IRRATIONAL EXUBERANCE?

One senior Islamic bank even wonders if the exuberance surrounding Islamic finance is becoming irrational.

“I think there’s a peculiar situation where there is too much liquidity in the market, arising from petro-dollars,” said Badlisyah Abdul Ghani, head of Islamic banking for Malaysia’s CIMB bank, one of the biggest deal-makers in sukuk.

“As far as the market is concerned, the impact of sub-prime is the same between Islamic and conventional. It’s just that the behaviour of market participants is somewhat irrational, given the fact there is this critical need to have Islamic assets.”

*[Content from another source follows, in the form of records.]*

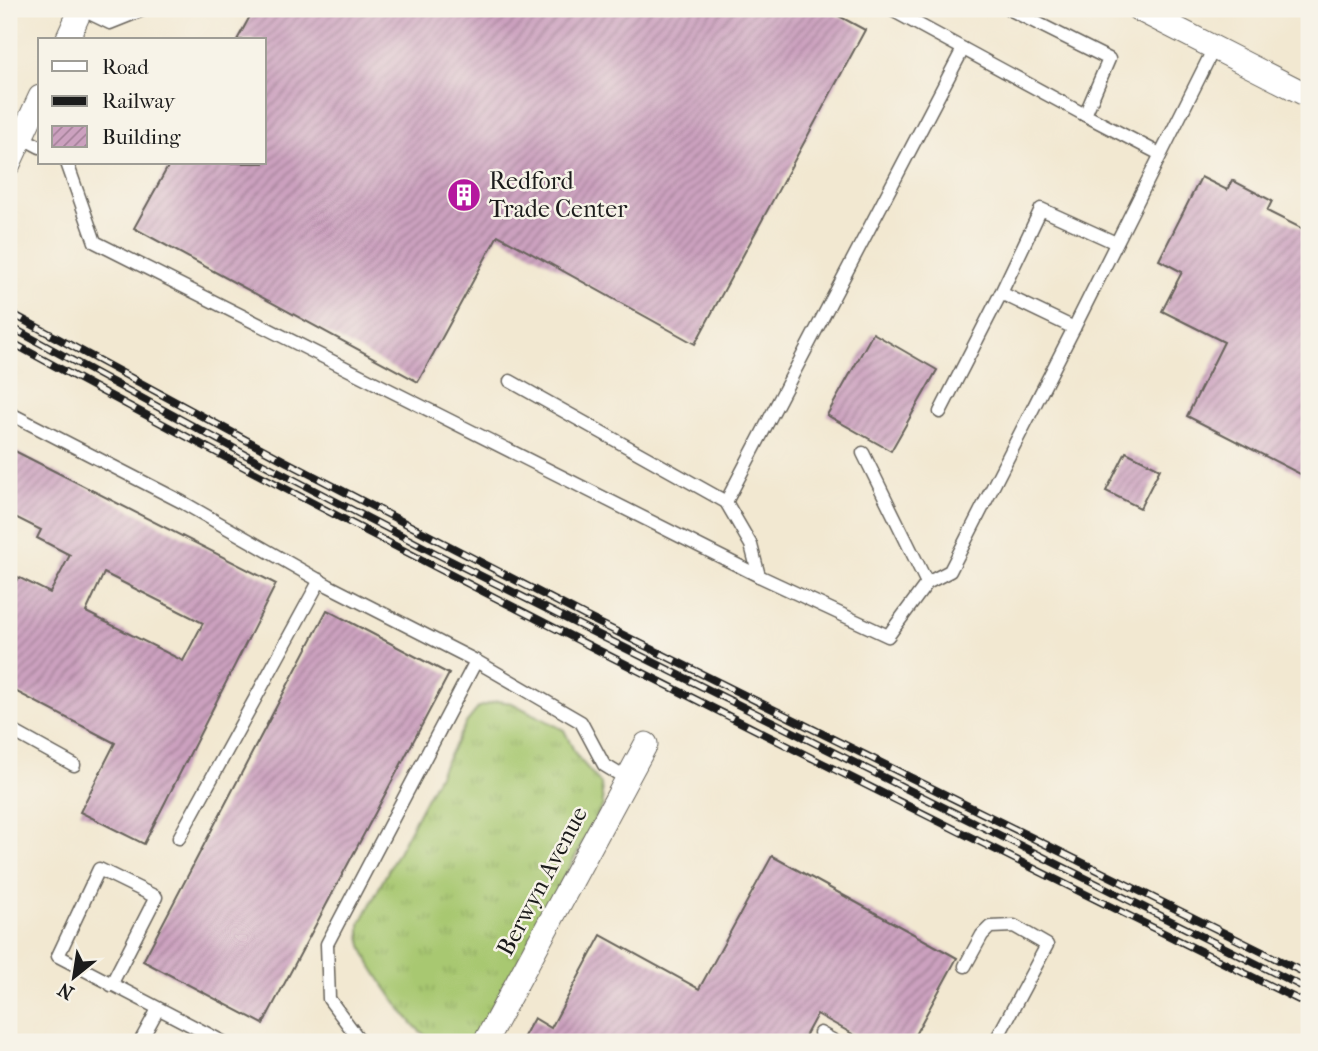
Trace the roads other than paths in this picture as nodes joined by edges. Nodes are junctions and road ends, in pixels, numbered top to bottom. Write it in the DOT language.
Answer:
graph roads {
  1 [pos="81,9"];
  2 [pos="145,9"];
  3 [pos="890,9"];
  4 [pos="1009,9"];
  5 [pos="1138,9"];
  6 [pos="74,38"];
  7 [pos="1214,48"];
  8 [pos="963,49"];
  9 [pos="1309,96"];
  10 [pos="38,107"];
  11 [pos="1085,115"];
  12 [pos="31,142"];
  13 [pos="1160,154"];
  14 [pos="9,164"];
  15 [pos="67,164"];
  16 [pos="1116,243"];
  17 [pos="1001,293"];
  18 [pos="1074,328"];
  19 [pos="510,380"];
  20 [pos="940,412"];
  21 [pos="9,413"];
  22 [pos="863,453"];
  23 [pos="726,502"];
  24 [pos="759,576"];
  25 [pos="320,580"];
  26 [pos="927,583"];
  27 [pos="477,661"];
  28 [pos="9,729"];
  29 [pos="646,744"];
  30 [pos="74,765"];
  31 [pos="627,779"];
  32 [pos="178,838"];
  33 [pos="965,966"];
  34 [pos="111,985"];
  35 [pos="158,1009"];
  36 [pos="820,1033"];
  37 [pos="140,1042"];
  38 [pos="223,1042"];
  39 [pos="360,1042"];
  40 [pos="485,1042"];
  41 [pos="836,1042"];
  42 [pos="995,1042"];
  1 -- 2 [label="lane"];
  1 -- 6 [label="street"];
  3 -- 8 [label="lane"];
  4 -- 11 [label="lane"];
  5 -- 7 [label="street"];
  7 -- 9 [label="street"];
  7 -- 13 [label="lane"];
  8 -- 11 [label="lane"];
  8 -- 23 [label="lane"];
  10 -- 12 [label="street"];
  11 -- 13 [label="lane"];
  12 -- 14 [label="street"];
  13 -- 16 [label="lane"];
  15 -- 24 [label="lane"];
  16 -- 17 [label="lane"];
  16 -- 18 [label="lane"];
  17 -- 18 [label="lane"];
  17 -- 20 [label="lane"];
  18 -- 26 [label="lane"];
  19 -- 23 [label="lane"];
  21 -- 25 [label="lane"];
  22 -- 26 [label="lane"];
  23 -- 24 [label="lane"];
  24 -- 26 [label="lane"];
  25 -- 27 [label="lane"];
  25 -- 32 [label="lane"];
  27 -- 31 [label="lane"];
  27 -- 39 [label="lane"];
  28 -- 30 [label="lane"];
  29 -- 31 [label="street, Berwyn Avenue"];
  31 -- 40 [label="street, Berwyn Avenue"];
  33 -- 42 [label="lane"];
  34 -- 34 [label="lane"];
  34 -- 35 [label="lane"];
  35 -- 37 [label="lane"];
  35 -- 38 [label="lane"];
  36 -- 41 [label="lane"];
}
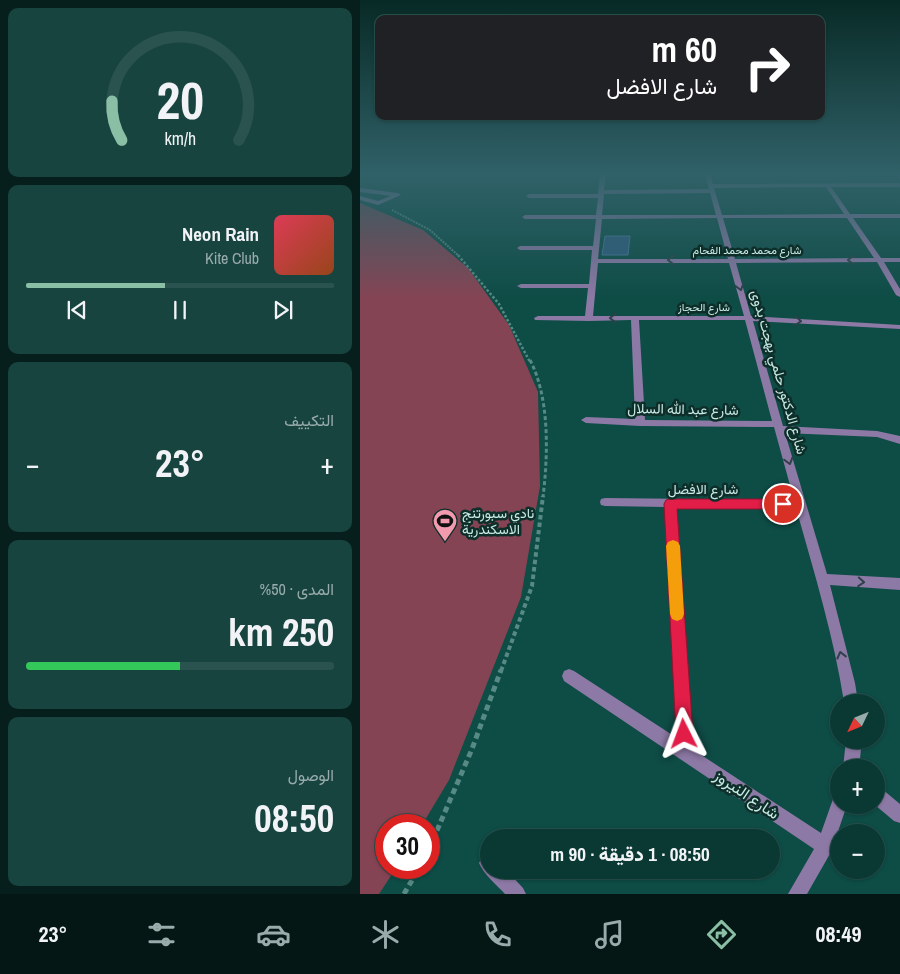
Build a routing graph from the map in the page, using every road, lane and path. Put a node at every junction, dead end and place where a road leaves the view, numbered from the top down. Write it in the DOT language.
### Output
graph roads {
  1 [pos="401,215"];
  2 [pos="849,216"];
  3 [pos="900,216"];
  4 [pos="525,217"];
  5 [pos="599,217"];
  6 [pos="720,217"];
  7 [pos="520,248"];
  8 [pos="596,248"];
  9 [pos="732,260"];
  10 [pos="879,260"];
  11 [pos="900,260"];
  12 [pos="595,261"];
  13 [pos="521,286"];
  14 [pos="592,286"];
  15 [pos="900,296"];
  16 [pos="538,318"];
  17 [pos="589,318"];
  18 [pos="635,318"];
  19 [pos="749,318"];
  20 [pos="900,327"];
  21 [pos="586,420"];
  22 [pos="640,423"];
  23 [pos="780,426"];
  24 [pos="900,440"];
  25 [pos="605,502"];
  26 [pos="670,504"];
  27 [pos="801,504"];
  28 [pos="822,579"];
  29 [pos="900,584"];
  30 [pos="569,676"];
  31 [pos="850,694"];
  32 [pos="685,753"];
  33 [pos="885,802"];
  34 [pos="836,814"];
  35 [pos="900,815"];
  36 [pos="440,824"];
  37 [pos="825,846"];
  38 [pos="413,879"];
  39 [pos="503,879"];
  40 [pos="404,894"];
  41 [pos="517,894"];
  42 [pos="797,894"];
  1 -- 36 [label="path"];
  2 -- 3 [label="street"];
  2 -- 6 [label="street"];
  2 -- 10 [label="street"];
  4 -- 5 [label="street"];
  5 -- 6 [label="street"];
  5 -- 8 [label="street"];
  6 -- 9 [label="street, شارع الدكتور حلمي بهجت بدوى"];
  7 -- 8 [label="street"];
  8 -- 12 [label="street"];
  10 -- 9 [label="street, شارع محمد محمد الفحام, one-way"];
  9 -- 12 [label="street, شارع محمد محمد الفحام, one-way"];
  9 -- 19 [label="street, شارع الدكتور حلمي بهجت بدوى, one-way"];
  10 -- 11 [label="street, شارع محمد محمد الفحام"];
  10 -- 15 [label="street"];
  12 -- 14 [label="street"];
  13 -- 14 [label="street"];
  14 -- 17 [label="street"];
  16 -- 17 [label="street, شارع الحجاز"];
  18 -- 17 [label="street, شارع الحجاز, one-way"];
  18 -- 19 [label="street, شارع الحجاز"];
  18 -- 22 [label="street"];
  19 -- 20 [label="street, شارع الحجاز, one-way"];
  19 -- 23 [label="street, شارع الدكتور حلمي بهجت بدوى"];
  21 -- 22 [label="street, شارع عبد الله السلال"];
  22 -- 23 [label="street, شارع عبد الله السلال"];
  23 -- 24 [label="street, شارع عبد الله السلال"];
  23 -- 27 [label="street, شارع الدكتور حلمي بهجت بدوى, one-way"];
  25 -- 26 [label="street, شارع الافضل"];
  26 -- 27 [label="street, شارع الافضل"];
  26 -- 32 [label="street"];
  27 -- 28 [label="street, شارع الدكتور حلمي بهجت بدوى"];
  28 -- 29 [label="street, one-way"];
  31 -- 28 [label="street, شارع الدكتور حلمي بهجت بدوى, one-way"];
  30 -- 32 [label="street, شارع النيروز"];
  32 -- 37 [label="street, شارع النيروز"];
  33 -- 35 [label="street"];
  34 -- 37 [label="street"];
  37 -- 42 [label="street"];
  38 -- 40 [label="path"];
  39 -- 41 [label="street"];
}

Badlisyah feels the storm in conventional markets will pass before it has time to shake the sukuk market, but he says sukuk have too many ties to regular credit markets to ever insulate them from a sustained global credit squeeze.

The major investors in sukuk are also the big buyers of conventional debt: in Malaysia, where there is more of a secondary market for Islamic paper, they include pension funds; in the Middle East, where secondary trading is scarce, the investors are banks, including the titans of finance.

Global banks such as Citigroup, HSBC, Barclays and Deutsche Bank are not only buying sukuk for institutional clients, they are also marketing sukuk issues.

“Logically there is a knock-on,” Badlisyah said.

“At the end of the day, credit is credit.”

CRISIS? WHAT CRISIS?

Already, some sukuk issues have been delayed or are fetching softer prices, Islamic banks say, but Kuwait Finance House points out that the credit squeeze is not entirely to blame.

The sagging U.S. dollar is also giving issuers of sukuk pause for thought. In the Gulf Arab states, companies issue sukuk in dollars as a hedge against their piles of dollar-based assets, but investors now want local currencies instead, Younis said.

But sukuk have three overwhelming advantages over conventional paper: religious belief, a tidal wave of oil money and a continuing shortage of high-quality sukuk.

There is an estimated $1.3 trillion looking for high-quality Islamic assets, Kuwait Finance House says. But only $41.9 billion in sukuk have been issued worldwide so far this year, according to the Islamic Finance Information Service.

The supply shortage is exacerbated by the fact that there is no liquid secondary market in the Middle East for this paper, said Baljeet Kaur Grewal, head of research in Kuwait Finance House’s Asian headquarters in Malaysia.

“It’s a captive market in the Middle East,” she said. “They are buy-and-hold people.”

Fitch Ratings, which assesses the risk of default for sukuk issues, agrees that the dynamics of the Islamic paper market shield it somewhat from the storm battering conventional markets but it says the sukuk market cannot insulate itself entirely.

Nor does Fitch view sukuk as inherently safer than bonds.